The former Kansas standout and future NBA Hall of Famer was a projected top five pick in the 1998 draft but on June 24 of that year, the man who has given us countless memories slipped to number 10. In time, it would become clear to those who passed on him for the likes of Michael Olowokandi, Raef LaFrentz, or Robert Traylor, among others, that he’s far more than a top 10 player in that draft – he’s a top 10 player in the history of the league’s most storied franchise.

With Thursday evening’s news that Pierce and fellow all-time great Kevin Garnett, along with Jason Terry and his Lucky tattoo, had been dealt to Atlantic Division rival Brooklyn in exchange for five players and three future first-round picks – a deal that cannot become official until July 10 – that closed the book on a 15-year chapter in Celtics history that simultaneously featured some of the organization’s finest and lowest moments.

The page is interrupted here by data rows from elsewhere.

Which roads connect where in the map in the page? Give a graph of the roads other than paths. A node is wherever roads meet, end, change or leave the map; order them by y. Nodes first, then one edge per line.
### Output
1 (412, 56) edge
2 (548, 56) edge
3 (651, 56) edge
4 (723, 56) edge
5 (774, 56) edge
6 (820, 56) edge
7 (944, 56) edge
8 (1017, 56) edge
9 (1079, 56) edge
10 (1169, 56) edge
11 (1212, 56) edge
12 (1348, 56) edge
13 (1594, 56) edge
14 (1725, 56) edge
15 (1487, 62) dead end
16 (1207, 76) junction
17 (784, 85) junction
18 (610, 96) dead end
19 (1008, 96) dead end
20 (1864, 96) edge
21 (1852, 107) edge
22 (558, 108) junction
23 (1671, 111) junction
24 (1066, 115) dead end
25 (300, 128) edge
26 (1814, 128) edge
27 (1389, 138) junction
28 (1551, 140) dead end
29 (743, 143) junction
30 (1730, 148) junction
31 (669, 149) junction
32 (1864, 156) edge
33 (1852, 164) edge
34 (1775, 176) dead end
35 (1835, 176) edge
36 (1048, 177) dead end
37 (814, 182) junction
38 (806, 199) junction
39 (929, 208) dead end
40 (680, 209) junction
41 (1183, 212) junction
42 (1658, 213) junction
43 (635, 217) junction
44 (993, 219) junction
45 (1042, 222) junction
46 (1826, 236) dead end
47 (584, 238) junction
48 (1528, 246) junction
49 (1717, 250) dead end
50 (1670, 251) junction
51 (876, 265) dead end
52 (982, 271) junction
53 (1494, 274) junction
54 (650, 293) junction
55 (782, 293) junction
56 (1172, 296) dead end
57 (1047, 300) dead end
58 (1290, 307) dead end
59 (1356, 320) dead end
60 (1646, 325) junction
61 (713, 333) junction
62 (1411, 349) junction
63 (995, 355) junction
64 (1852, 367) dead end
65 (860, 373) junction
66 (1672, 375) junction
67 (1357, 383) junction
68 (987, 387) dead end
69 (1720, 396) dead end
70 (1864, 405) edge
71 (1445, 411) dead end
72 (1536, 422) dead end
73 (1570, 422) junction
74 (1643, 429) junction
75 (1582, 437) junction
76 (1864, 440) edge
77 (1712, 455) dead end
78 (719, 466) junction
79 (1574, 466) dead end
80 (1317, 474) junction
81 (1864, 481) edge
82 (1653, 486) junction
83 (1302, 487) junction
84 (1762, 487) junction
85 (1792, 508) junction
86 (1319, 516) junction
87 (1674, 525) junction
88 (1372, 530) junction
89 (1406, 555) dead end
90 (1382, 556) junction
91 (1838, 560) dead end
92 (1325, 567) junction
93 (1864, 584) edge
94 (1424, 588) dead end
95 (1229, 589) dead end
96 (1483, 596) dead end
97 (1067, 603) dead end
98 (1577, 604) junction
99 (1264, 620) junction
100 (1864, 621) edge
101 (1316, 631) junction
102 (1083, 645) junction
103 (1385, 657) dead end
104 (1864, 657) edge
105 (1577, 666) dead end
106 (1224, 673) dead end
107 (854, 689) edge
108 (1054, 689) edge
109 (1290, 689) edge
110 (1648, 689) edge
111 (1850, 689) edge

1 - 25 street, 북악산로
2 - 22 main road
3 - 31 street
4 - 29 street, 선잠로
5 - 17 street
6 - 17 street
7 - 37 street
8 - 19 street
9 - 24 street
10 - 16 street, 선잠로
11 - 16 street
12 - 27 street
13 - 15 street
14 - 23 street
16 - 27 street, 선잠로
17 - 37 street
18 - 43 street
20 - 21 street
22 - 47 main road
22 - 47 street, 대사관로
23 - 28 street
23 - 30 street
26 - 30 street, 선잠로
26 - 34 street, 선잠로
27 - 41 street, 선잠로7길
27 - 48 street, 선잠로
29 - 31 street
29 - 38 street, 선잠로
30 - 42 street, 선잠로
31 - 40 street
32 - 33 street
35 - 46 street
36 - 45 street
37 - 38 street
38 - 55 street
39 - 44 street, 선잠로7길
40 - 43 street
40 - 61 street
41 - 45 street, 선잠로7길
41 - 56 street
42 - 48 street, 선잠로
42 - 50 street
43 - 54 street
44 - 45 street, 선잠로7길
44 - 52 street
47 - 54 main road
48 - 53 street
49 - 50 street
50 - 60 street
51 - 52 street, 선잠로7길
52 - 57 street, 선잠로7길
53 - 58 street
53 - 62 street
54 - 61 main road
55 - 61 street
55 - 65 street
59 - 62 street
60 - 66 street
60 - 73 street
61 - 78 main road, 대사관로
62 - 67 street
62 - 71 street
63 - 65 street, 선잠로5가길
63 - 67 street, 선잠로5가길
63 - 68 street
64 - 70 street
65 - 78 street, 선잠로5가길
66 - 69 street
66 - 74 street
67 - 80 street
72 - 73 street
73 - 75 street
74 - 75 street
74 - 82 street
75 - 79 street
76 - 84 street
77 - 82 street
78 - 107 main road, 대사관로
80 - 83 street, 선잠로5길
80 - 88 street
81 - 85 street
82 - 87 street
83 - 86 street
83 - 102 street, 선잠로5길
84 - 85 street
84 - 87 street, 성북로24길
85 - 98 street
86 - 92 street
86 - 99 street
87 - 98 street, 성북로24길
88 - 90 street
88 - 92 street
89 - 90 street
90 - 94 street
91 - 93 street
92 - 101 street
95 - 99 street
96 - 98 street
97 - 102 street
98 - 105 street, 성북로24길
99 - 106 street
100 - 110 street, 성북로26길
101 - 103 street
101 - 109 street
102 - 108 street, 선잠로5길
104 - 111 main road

Before recalling some of those tales, it’s tough to first think what may have been.

On September 25, 2000, Pierce was stabbed 11 times in the face, neck, and back, and also had a bottle broken over his head while out at a nightclub in Boston. Just as basketball is a game of inches, so too was the star guard’s life from potentially ending. It was then that he could have joined Reggie Lewis and Len Bias as tragic stories of wonder. Instead, he did not miss a single one of his team’s 82 games when the season started five weeks later. At that time, we began getting to know the mental toughness inside Paul Pierce.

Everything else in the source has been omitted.